I was irritated and Alistair knew it. He cast me nervous glances, noting the stiff way I held myself and the tapping of my fingers along the seat of the car. My expression was steeled, my eyes glowing silver as I breathed evenly and battled to keep my anger in check. Emotions were bad for me. A spark of irritation, anger, betrayal, even sadness, and I'd be burning. Literally.

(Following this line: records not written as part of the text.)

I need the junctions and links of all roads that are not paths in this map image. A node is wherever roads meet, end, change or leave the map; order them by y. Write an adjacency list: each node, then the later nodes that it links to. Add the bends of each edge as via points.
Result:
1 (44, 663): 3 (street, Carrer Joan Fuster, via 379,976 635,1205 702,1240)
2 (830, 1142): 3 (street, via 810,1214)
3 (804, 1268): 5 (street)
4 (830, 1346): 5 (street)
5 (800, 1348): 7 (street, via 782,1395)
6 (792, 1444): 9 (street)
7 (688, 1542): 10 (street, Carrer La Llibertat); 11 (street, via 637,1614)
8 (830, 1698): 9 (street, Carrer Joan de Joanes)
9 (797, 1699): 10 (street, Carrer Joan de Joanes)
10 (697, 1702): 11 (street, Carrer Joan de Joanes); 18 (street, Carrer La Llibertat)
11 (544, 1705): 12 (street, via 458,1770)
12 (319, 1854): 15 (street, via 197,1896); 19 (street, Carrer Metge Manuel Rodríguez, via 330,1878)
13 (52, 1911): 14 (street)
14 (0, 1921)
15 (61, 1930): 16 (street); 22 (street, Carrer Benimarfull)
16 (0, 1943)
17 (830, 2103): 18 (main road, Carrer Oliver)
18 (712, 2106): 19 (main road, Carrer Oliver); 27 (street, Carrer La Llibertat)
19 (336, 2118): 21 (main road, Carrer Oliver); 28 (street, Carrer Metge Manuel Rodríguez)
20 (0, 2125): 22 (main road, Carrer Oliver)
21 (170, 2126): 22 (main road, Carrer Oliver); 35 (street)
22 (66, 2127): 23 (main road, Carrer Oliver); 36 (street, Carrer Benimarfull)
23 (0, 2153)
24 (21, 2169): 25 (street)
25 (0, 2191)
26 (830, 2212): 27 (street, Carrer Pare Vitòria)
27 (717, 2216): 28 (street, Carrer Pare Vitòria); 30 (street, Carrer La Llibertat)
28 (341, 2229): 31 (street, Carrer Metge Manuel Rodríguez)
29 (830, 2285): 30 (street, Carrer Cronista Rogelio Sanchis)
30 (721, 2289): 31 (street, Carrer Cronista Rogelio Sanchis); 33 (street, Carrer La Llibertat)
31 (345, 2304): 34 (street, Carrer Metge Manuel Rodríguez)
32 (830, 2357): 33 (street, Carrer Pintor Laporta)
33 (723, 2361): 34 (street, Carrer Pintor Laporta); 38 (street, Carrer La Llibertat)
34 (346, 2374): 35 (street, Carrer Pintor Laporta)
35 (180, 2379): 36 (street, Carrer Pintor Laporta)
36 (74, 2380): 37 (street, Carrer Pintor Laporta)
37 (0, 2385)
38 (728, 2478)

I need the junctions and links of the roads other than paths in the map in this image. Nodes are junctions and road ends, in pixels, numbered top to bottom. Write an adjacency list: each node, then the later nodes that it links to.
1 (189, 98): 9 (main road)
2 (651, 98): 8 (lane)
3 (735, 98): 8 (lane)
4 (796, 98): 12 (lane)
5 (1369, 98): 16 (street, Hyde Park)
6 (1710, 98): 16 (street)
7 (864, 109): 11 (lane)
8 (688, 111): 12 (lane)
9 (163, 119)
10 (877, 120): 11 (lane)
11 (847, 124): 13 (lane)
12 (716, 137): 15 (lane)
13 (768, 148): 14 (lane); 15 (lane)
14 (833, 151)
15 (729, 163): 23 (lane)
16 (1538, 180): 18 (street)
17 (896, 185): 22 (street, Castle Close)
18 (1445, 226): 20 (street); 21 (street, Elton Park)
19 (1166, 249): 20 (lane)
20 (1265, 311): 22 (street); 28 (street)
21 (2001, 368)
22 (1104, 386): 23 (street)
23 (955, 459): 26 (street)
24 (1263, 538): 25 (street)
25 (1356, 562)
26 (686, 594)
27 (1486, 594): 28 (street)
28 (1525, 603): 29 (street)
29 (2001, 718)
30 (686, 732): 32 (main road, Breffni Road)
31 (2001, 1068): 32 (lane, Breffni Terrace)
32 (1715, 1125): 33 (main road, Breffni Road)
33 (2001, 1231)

He bumped his head against the steering wheel, his shoulders sagging in defeat.

'Susan, I'm sorry.'

I stared hard at the rain-warped window. 'I don't see how it got this bad, Alistair.'

He rubbed his mouth. 'I don't know either. She just...she just remembers everything.'

I frowned at him, frustrated that he'd been this stupid. He was young for a vampire, forty-nine, which placed him in his mid-twenties, but this was a juvenile mistake, something a youngster would do. He knew better than to keep returning to a woman to feed if she kept remembering, which made it blindingly obvious he hadn't been thinking with his head at all. But the woman's stubbornness to forget was a problem that was landing them both in hot water. It meant she was a witch, which was worst case scenario, or she was a psychic, which was problematic. Neither were great options.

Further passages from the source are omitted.